WHAT YOU HAVE TO DO
Once the pictures are set aside, copy the records below exactly as they stand.

=== DATA ===

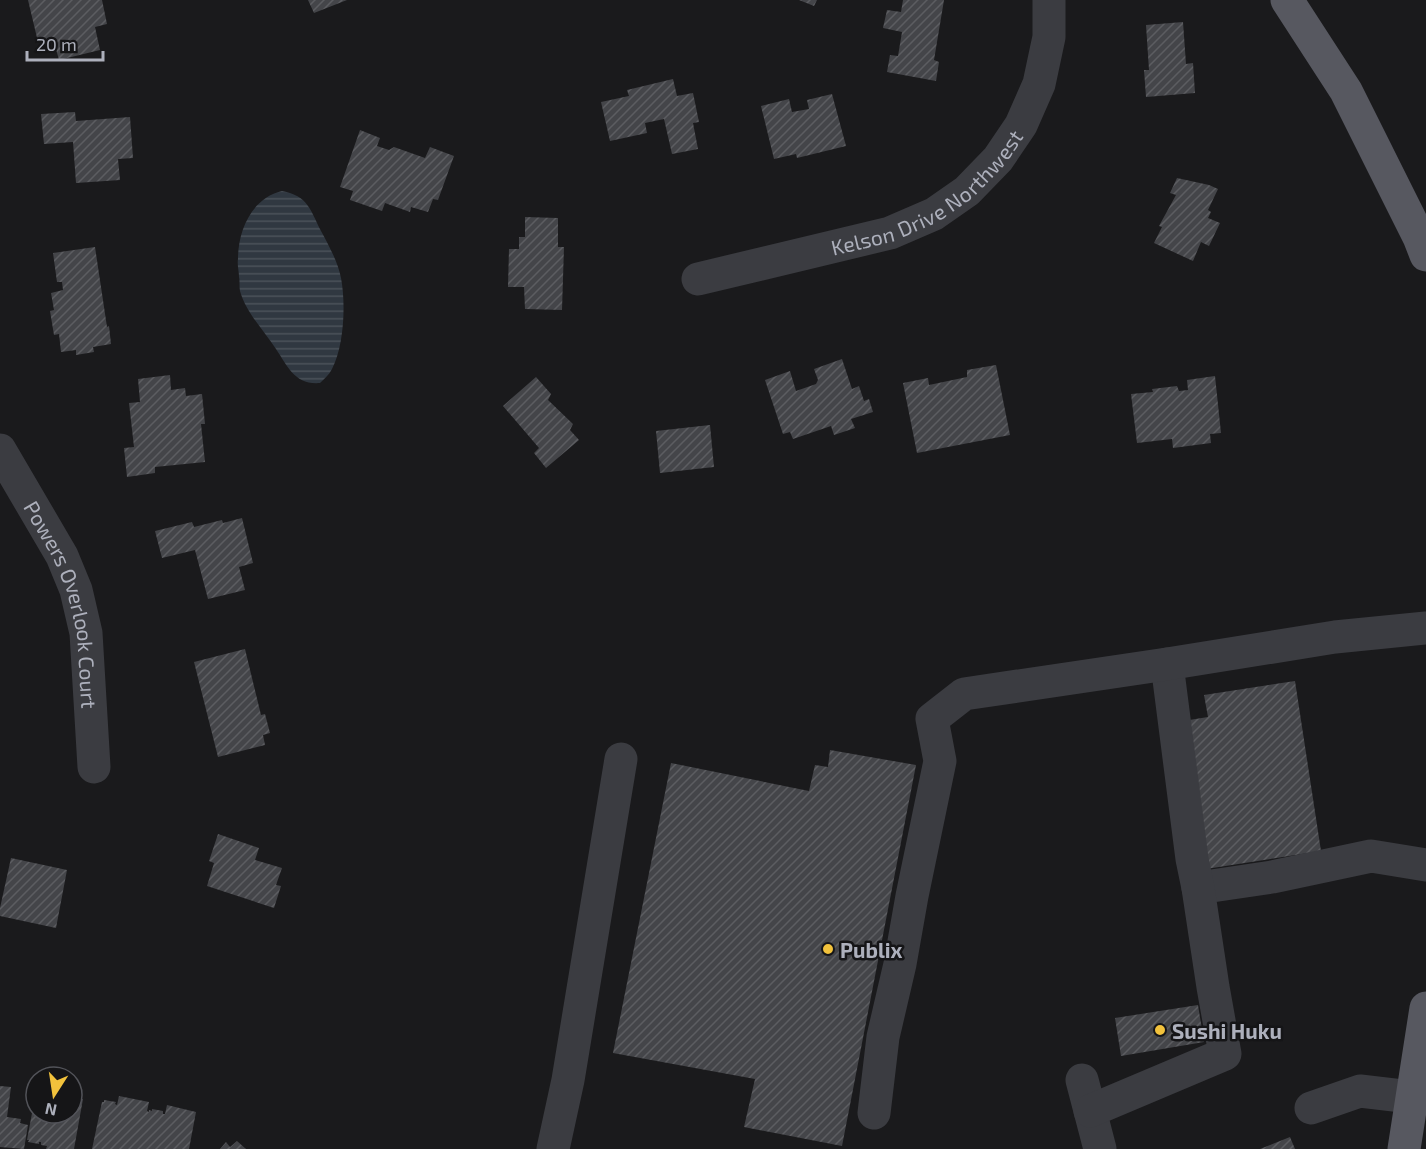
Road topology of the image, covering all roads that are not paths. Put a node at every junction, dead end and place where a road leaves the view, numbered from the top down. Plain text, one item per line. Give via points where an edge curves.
1 (1049, 0) edge
2 (1287, 0) edge
3 (1426, 255) edge
4 (698, 279) dead end
5 (0, 450) edge
6 (1426, 628) edge
7 (1167, 664) junction
8 (621, 759) dead end
9 (94, 767) dead end
10 (1426, 865) edge
11 (1198, 888) junction
12 (1426, 1008) edge
13 (1082, 1080) dead end
14 (1412, 1097) junction
15 (1311, 1108) dead end
16 (1090, 1112) junction
17 (874, 1113) dead end
18 (554, 1149) edge
19 (1100, 1149) edge
20 (1404, 1149) edge

1 - 4 street, Kelson Drive Northwest via 1049,37 1039,84 1021,125 998,159 967,191 934,214 890,234
2 - 3 main road via 1346,91
5 - 9 street, Powers Overlook Court via 62,556 76,590 86,633
6 - 7 street via 1335,637
7 - 11 street
7 - 17 street via 964,694 932,719 940,761 883,1037
8 - 18 street
10 - 11 street via 1371,856
11 - 16 street via 1226,1054
12 - 14 main road
13 - 16 street
14 - 15 street via 1360,1091
14 - 20 main road
16 - 19 street

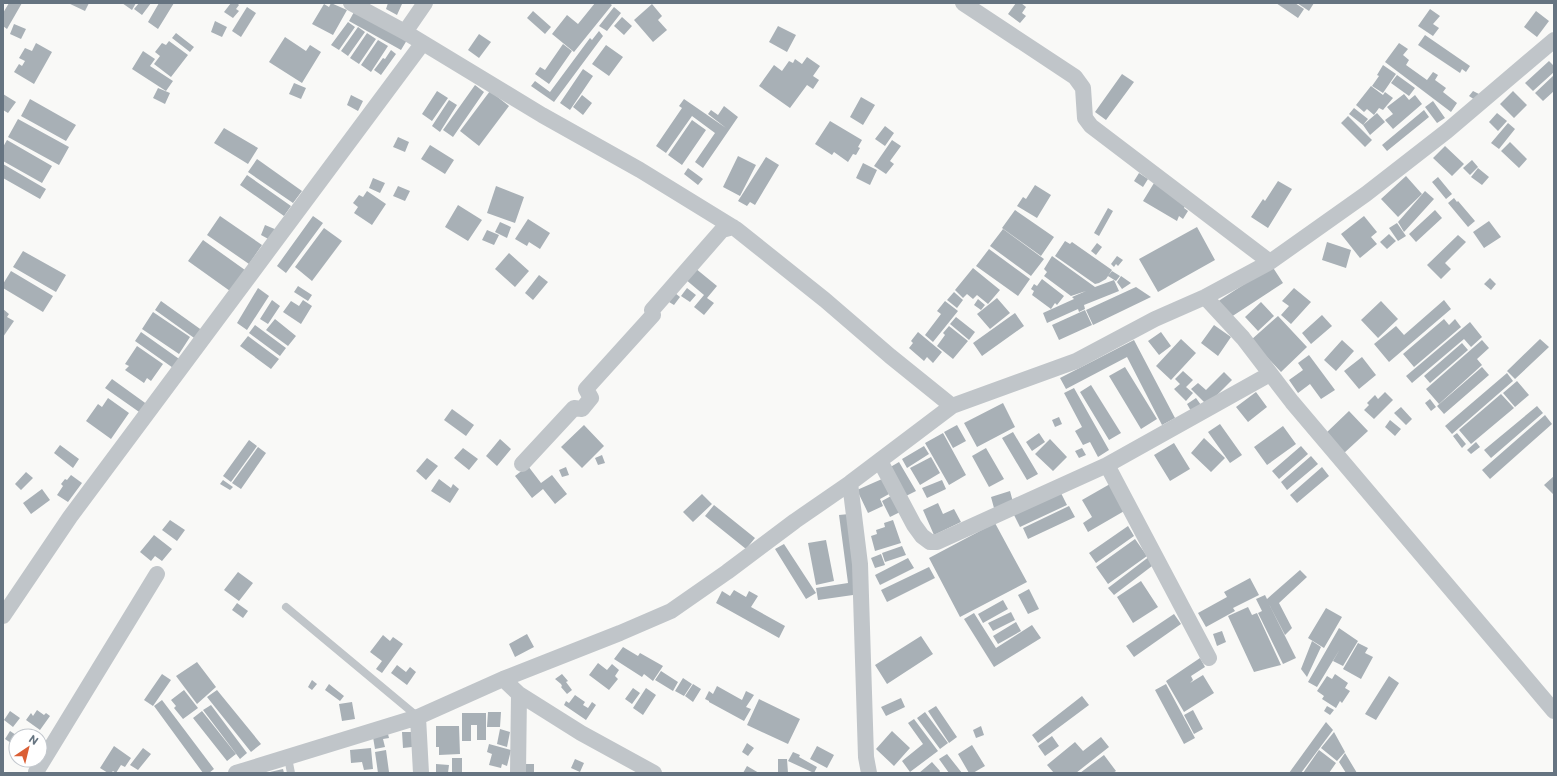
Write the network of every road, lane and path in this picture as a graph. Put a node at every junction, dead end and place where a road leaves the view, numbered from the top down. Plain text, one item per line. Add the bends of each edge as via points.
1 (351, 3) edge
2 (425, 3) edge
3 (963, 3) edge
4 (405, 32) junction
5 (1554, 40) edge
6 (422, 44) junction
7 (733, 227) junction
8 (1270, 262) junction
9 (1205, 297) junction
10 (1270, 374) junction
11 (952, 406) junction
12 (880, 461) junction
13 (522, 464) dead end
14 (1107, 465) junction
15 (850, 483) junction
16 (157, 574) dead end
17 (286, 607) dead end
18 (3, 616) edge
19 (1209, 658) dead end
20 (503, 679) junction
21 (519, 694) junction
22 (1554, 711) edge
23 (418, 717) junction
24 (289, 765) edge
25 (651, 772) edge
26 (36, 773) edge
27 (236, 773) edge
28 (421, 773) edge
29 (518, 773) edge
30 (869, 773) edge

1 - 4 street
2 - 4 street
3 - 8 street via 1075,76 1083,88 1085,118 1091,126
4 - 6 street
5 - 8 street via 1447,131 1366,194
6 - 7 street
6 - 18 street via 70,516
7 - 11 street
7 - 13 street via 722,230 652,310 654,315 586,389 591,398 582,409 574,408
8 - 9 street
9 - 10 street via 1243,338
9 - 11 street via 1155,319 1076,361
10 - 14 street
10 - 22 street
11 - 12 street
12 - 14 street via 914,525 930,542 937,542
12 - 15 street
14 - 19 street
15 - 20 street via 671,611 620,634
15 - 30 street via 860,564 866,757
16 - 26 street
17 - 23 lane
20 - 21 street
20 - 23 street
21 - 25 street via 581,733
21 - 29 street
23 - 24 street
23 - 28 street
24 - 27 street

===

SOLUTION BELOW
Road topology of the image, covering all roads that are not paths. Put a node at every junction, dead end and place where a road leaves the view, numbered from the top down. Plain text, one item per line. Give via points where an edge curves.
1 (1049, 0) edge
2 (1287, 0) edge
3 (1426, 255) edge
4 (698, 279) dead end
5 (0, 450) edge
6 (1426, 628) edge
7 (1167, 664) junction
8 (621, 759) dead end
9 (94, 767) dead end
10 (1426, 865) edge
11 (1198, 888) junction
12 (1426, 1008) edge
13 (1082, 1080) dead end
14 (1412, 1097) junction
15 (1311, 1108) dead end
16 (1090, 1112) junction
17 (874, 1113) dead end
18 (554, 1149) edge
19 (1100, 1149) edge
20 (1404, 1149) edge

1 - 4 street, Kelson Drive Northwest via 1049,37 1039,84 1021,125 998,159 967,191 934,214 890,234
2 - 3 main road via 1346,91
5 - 9 street, Powers Overlook Court via 62,556 76,590 86,633
6 - 7 street via 1335,637
7 - 11 street
7 - 17 street via 964,694 932,719 940,761 883,1037
8 - 18 street
10 - 11 street via 1371,856
11 - 16 street via 1226,1054
12 - 14 main road
13 - 16 street
14 - 15 street via 1360,1091
14 - 20 main road
16 - 19 street

Write the network of every road, lane and path in this picture as a graph. Put a node at every junction, dead end and place where a road leaves the view, numbered from the top down. Plain text, one item per line. Add the bends of each edge as via points.
1 (351, 3) edge
2 (425, 3) edge
3 (963, 3) edge
4 (405, 32) junction
5 (1554, 40) edge
6 (422, 44) junction
7 (733, 227) junction
8 (1270, 262) junction
9 (1205, 297) junction
10 (1270, 374) junction
11 (952, 406) junction
12 (880, 461) junction
13 (522, 464) dead end
14 (1107, 465) junction
15 (850, 483) junction
16 (157, 574) dead end
17 (286, 607) dead end
18 (3, 616) edge
19 (1209, 658) dead end
20 (503, 679) junction
21 (519, 694) junction
22 (1554, 711) edge
23 (418, 717) junction
24 (289, 765) edge
25 (651, 772) edge
26 (36, 773) edge
27 (236, 773) edge
28 (421, 773) edge
29 (518, 773) edge
30 (869, 773) edge

1 - 4 street
2 - 4 street
3 - 8 street via 1075,76 1083,88 1085,118 1091,126
4 - 6 street
5 - 8 street via 1447,131 1366,194
6 - 7 street
6 - 18 street via 70,516
7 - 11 street
7 - 13 street via 722,230 652,310 654,315 586,389 591,398 582,409 574,408
8 - 9 street
9 - 10 street via 1243,338
9 - 11 street via 1155,319 1076,361
10 - 14 street
10 - 22 street
11 - 12 street
12 - 14 street via 914,525 930,542 937,542
12 - 15 street
14 - 19 street
15 - 20 street via 671,611 620,634
15 - 30 street via 860,564 866,757
16 - 26 street
17 - 23 lane
20 - 21 street
20 - 23 street
21 - 25 street via 581,733
21 - 29 street
23 - 24 street
23 - 28 street
24 - 27 street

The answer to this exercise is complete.